Top of Data provided

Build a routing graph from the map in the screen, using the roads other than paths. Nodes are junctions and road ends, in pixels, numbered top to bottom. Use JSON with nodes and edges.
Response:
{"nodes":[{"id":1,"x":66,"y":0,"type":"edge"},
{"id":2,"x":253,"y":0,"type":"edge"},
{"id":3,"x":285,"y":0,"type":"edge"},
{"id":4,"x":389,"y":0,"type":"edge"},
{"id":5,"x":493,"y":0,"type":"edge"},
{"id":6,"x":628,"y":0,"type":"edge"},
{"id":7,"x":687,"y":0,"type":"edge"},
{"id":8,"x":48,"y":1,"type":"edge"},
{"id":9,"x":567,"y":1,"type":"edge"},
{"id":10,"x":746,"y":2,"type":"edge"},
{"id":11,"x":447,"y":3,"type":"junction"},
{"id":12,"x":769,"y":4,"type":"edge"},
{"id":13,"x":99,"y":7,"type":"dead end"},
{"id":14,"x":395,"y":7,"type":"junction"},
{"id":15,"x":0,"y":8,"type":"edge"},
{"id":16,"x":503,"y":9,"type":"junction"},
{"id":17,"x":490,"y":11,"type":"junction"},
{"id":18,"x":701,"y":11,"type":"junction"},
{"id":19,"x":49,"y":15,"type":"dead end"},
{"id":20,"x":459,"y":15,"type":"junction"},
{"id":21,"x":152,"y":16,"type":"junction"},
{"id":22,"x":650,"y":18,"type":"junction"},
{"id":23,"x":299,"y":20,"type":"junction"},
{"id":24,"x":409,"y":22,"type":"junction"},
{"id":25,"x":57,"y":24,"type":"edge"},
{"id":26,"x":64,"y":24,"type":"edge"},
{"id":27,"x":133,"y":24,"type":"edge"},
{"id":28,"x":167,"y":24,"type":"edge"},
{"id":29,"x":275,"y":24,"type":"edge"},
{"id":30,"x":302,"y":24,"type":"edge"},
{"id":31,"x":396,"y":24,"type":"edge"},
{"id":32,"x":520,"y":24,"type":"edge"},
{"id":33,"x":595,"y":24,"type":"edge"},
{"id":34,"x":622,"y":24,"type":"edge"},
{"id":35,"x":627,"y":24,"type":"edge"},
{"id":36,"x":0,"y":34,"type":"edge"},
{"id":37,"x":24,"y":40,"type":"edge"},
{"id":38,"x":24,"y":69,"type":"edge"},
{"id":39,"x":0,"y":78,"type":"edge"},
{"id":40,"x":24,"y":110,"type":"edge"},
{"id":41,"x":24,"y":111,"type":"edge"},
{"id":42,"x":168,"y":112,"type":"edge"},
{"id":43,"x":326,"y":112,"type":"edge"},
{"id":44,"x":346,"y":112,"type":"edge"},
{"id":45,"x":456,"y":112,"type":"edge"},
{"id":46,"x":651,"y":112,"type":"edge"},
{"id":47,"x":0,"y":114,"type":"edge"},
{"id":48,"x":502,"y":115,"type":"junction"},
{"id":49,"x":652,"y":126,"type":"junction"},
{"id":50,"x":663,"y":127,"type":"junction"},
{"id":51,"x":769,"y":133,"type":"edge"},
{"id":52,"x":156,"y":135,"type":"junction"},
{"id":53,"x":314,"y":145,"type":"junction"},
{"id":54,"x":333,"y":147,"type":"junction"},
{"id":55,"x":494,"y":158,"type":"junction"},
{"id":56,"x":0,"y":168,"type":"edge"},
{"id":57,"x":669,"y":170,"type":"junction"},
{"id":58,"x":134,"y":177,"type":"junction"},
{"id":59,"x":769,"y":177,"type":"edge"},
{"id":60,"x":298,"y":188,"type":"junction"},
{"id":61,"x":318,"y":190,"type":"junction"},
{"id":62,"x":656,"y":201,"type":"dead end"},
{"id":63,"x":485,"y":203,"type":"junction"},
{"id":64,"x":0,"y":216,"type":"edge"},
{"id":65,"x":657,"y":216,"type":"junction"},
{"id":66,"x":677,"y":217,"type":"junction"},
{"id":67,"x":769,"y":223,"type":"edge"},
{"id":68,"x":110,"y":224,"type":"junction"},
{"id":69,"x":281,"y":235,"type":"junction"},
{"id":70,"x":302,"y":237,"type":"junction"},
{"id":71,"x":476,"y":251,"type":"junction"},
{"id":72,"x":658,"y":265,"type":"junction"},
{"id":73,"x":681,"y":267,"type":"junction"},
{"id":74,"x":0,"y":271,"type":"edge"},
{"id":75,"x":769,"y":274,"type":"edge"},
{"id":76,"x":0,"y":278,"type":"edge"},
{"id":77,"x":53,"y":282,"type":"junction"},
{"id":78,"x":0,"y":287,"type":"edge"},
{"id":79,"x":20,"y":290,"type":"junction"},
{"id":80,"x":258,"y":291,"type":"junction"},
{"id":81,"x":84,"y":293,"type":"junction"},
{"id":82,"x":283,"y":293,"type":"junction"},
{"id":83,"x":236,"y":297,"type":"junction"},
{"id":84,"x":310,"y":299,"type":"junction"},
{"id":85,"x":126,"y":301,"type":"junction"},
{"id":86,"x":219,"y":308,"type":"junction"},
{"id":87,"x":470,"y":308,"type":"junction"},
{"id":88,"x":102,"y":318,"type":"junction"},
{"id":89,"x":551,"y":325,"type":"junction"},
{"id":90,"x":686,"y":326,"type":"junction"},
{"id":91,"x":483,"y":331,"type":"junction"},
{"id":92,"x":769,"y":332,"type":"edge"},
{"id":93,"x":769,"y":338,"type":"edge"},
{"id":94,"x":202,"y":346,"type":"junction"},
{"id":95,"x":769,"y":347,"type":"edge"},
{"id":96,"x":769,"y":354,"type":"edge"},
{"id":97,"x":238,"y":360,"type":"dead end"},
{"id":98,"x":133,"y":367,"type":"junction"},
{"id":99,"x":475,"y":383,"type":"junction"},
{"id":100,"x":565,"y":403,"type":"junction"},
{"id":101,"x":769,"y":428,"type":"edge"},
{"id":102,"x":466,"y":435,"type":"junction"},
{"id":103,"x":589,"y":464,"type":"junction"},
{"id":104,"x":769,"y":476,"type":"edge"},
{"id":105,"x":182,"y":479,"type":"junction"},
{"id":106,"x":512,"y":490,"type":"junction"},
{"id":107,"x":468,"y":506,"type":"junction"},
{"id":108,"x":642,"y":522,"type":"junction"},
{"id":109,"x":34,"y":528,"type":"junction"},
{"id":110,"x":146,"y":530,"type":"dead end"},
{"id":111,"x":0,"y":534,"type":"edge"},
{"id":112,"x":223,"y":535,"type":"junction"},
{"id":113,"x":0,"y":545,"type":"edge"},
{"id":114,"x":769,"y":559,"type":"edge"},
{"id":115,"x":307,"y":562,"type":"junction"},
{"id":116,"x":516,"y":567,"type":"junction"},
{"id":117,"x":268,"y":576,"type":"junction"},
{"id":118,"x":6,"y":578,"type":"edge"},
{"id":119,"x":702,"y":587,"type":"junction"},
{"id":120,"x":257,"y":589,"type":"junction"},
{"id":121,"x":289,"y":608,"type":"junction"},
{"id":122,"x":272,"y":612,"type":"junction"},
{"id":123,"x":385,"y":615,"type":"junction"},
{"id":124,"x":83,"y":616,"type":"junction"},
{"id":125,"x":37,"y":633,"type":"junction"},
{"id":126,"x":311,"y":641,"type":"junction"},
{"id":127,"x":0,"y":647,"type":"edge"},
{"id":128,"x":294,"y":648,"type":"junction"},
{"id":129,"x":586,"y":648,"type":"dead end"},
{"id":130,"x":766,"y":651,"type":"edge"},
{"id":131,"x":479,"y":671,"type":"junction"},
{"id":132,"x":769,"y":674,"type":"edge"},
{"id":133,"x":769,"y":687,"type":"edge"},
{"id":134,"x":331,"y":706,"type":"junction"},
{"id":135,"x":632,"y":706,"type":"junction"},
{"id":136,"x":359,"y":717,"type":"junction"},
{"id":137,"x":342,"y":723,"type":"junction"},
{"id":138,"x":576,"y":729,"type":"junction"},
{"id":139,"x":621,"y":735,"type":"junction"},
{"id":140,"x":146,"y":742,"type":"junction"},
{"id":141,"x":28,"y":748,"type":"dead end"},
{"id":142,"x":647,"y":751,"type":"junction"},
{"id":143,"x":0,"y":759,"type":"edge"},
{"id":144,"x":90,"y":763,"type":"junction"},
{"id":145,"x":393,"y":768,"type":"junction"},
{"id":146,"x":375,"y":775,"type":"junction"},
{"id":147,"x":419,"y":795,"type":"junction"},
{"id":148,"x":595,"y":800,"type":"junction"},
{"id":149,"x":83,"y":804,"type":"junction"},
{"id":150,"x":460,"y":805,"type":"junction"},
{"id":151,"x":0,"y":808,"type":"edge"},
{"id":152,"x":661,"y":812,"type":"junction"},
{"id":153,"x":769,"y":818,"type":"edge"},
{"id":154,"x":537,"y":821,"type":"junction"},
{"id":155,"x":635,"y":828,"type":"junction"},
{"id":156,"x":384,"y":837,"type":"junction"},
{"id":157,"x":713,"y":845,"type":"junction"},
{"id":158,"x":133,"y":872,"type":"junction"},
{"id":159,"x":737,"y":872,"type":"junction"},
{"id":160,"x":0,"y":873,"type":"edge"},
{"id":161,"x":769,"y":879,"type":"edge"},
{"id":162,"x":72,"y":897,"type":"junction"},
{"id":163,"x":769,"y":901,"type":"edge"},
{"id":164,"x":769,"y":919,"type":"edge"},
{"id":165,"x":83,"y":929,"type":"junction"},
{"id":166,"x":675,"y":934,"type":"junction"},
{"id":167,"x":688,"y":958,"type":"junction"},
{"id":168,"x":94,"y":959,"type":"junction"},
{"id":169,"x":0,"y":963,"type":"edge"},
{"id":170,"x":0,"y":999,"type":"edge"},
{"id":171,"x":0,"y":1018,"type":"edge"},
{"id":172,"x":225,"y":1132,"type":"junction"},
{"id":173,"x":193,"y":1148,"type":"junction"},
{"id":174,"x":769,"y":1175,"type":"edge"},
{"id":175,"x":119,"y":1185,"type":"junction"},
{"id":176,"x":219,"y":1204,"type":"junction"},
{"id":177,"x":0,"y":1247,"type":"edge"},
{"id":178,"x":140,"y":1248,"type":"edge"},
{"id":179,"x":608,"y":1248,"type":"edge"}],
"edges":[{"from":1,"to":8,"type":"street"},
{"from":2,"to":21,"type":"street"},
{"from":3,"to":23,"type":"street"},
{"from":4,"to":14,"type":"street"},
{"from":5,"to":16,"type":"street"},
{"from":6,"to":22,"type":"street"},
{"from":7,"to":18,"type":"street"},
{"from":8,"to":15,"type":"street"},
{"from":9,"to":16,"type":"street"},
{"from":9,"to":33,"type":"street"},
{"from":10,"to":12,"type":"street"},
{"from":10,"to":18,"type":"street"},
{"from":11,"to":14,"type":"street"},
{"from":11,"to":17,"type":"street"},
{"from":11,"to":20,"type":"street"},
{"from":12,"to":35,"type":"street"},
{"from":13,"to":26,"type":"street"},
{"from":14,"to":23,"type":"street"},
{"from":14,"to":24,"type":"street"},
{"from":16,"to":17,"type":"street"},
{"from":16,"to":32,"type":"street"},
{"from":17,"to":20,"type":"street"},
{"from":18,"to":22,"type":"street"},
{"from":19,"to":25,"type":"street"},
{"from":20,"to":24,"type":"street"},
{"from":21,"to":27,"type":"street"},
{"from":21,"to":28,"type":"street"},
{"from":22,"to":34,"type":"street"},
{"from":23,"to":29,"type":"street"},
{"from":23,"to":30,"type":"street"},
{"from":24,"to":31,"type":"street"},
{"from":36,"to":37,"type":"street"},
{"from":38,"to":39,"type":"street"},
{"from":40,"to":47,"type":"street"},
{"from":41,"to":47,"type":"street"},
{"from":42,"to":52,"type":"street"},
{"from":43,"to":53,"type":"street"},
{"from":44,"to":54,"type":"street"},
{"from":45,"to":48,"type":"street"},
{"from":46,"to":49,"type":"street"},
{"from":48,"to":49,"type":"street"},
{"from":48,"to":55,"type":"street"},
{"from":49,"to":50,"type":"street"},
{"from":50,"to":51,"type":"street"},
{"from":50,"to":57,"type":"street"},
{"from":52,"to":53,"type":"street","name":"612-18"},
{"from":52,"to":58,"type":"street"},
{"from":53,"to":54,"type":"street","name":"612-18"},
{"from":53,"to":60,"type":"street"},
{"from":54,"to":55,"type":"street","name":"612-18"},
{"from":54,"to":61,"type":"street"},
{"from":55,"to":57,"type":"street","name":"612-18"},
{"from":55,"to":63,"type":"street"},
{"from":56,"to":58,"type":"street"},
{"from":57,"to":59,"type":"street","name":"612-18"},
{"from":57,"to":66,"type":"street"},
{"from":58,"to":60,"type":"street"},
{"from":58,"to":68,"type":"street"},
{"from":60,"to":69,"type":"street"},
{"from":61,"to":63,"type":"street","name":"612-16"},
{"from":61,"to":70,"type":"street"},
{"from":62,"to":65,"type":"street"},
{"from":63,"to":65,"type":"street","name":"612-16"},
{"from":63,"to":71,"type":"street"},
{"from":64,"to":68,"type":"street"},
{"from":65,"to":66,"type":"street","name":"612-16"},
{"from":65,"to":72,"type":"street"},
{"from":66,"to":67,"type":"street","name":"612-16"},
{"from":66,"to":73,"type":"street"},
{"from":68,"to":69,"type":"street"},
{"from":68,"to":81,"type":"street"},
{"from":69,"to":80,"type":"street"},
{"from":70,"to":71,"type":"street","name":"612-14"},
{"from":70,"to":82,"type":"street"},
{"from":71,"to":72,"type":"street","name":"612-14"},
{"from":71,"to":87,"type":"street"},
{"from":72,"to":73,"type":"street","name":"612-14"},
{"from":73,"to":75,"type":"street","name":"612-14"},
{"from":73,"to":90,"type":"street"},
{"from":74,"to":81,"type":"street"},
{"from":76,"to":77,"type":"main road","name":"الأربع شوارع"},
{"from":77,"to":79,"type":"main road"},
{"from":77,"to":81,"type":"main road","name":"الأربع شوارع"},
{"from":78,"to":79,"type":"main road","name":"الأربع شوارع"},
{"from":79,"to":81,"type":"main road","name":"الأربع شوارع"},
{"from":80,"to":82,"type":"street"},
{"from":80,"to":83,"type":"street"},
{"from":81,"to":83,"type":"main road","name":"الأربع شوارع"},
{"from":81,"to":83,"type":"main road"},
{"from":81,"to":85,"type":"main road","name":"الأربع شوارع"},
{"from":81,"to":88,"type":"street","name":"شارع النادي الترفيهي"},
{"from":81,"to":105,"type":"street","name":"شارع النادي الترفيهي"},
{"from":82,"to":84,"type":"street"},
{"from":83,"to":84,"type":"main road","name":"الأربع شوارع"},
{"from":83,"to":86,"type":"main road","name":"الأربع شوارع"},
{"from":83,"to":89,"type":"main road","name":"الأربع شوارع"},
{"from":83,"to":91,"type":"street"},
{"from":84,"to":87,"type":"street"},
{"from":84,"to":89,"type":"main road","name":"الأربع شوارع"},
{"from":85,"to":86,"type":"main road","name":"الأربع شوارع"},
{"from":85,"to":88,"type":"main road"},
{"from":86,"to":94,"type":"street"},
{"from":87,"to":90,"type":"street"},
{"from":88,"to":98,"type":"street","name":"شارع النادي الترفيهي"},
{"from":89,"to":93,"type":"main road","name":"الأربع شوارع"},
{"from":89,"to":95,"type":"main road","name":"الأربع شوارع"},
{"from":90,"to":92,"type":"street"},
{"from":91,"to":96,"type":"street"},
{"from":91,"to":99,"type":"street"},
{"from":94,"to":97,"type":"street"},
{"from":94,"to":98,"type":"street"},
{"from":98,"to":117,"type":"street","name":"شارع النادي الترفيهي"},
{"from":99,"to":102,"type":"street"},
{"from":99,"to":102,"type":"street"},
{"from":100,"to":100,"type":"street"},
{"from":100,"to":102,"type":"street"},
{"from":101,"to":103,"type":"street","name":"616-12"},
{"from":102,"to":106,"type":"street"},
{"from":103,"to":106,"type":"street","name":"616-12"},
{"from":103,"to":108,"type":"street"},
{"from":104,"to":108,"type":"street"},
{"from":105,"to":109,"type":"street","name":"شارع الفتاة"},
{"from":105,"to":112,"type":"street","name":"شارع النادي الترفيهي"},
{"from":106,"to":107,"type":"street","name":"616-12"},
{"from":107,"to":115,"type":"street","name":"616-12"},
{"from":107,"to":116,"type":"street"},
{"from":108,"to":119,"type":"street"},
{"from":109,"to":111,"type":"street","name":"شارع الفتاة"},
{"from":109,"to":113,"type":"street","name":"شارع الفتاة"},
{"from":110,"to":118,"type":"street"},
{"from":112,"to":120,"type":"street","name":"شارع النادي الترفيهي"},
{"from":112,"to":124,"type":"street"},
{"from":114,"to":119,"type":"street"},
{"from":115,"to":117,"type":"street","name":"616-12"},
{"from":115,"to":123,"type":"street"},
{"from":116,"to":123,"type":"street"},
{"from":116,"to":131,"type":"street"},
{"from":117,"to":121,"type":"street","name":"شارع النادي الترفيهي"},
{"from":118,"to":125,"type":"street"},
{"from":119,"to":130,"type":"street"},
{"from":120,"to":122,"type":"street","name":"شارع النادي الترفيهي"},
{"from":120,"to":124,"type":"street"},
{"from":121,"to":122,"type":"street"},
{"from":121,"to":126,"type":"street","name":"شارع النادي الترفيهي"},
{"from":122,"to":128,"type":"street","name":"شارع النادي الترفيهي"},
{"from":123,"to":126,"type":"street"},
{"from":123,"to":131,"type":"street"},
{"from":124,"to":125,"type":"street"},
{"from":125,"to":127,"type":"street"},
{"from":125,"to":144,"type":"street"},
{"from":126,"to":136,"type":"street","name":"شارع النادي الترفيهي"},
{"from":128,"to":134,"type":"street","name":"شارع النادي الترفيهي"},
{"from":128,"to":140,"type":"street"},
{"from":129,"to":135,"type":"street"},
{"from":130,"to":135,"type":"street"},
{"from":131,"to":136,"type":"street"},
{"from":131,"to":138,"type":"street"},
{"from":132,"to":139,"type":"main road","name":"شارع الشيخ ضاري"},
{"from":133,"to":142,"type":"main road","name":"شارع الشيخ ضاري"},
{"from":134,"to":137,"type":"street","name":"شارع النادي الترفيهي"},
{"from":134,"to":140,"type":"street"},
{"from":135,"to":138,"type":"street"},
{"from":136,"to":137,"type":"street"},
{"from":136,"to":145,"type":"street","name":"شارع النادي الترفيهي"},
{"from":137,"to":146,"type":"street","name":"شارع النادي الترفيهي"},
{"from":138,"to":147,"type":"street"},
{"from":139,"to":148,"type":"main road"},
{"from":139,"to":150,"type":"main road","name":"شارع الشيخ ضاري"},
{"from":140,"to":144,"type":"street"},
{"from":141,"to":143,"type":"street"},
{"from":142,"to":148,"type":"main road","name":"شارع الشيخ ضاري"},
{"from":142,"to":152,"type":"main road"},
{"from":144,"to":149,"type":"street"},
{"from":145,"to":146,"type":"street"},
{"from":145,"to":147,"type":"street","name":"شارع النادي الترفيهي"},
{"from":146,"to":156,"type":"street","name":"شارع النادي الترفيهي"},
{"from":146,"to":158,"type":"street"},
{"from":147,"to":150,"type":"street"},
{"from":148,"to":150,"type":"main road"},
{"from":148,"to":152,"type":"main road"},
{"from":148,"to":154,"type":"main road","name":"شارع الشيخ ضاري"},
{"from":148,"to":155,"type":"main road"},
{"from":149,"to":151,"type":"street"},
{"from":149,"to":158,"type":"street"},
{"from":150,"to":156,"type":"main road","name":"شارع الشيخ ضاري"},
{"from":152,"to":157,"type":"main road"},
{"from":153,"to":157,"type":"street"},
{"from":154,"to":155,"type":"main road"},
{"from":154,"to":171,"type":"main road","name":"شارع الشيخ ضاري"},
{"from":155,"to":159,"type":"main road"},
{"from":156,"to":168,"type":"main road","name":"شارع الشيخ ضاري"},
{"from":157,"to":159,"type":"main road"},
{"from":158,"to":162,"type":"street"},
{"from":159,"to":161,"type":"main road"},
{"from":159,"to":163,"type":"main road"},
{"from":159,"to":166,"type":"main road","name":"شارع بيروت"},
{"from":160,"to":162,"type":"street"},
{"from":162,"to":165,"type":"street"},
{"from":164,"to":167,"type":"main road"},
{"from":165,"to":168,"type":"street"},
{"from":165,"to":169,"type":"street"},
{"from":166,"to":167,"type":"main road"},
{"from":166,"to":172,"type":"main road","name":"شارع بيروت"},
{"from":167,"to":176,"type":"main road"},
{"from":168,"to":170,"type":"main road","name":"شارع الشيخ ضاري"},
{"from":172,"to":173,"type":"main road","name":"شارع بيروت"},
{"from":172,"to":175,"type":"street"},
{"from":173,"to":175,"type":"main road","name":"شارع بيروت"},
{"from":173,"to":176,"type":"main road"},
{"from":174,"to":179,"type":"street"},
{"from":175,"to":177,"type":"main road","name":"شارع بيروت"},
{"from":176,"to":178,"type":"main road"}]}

Bottom of Data provided

Pull out all lines in the data above that include "edges".

Build a routing graph from the map in the screen, using the roads other than paths. Nodes are junctions and road ends, in pixels, numbered top to bottom. Use JSON with nodes and edges.
"edges":[{"from":1,"to":8,"type":"street"},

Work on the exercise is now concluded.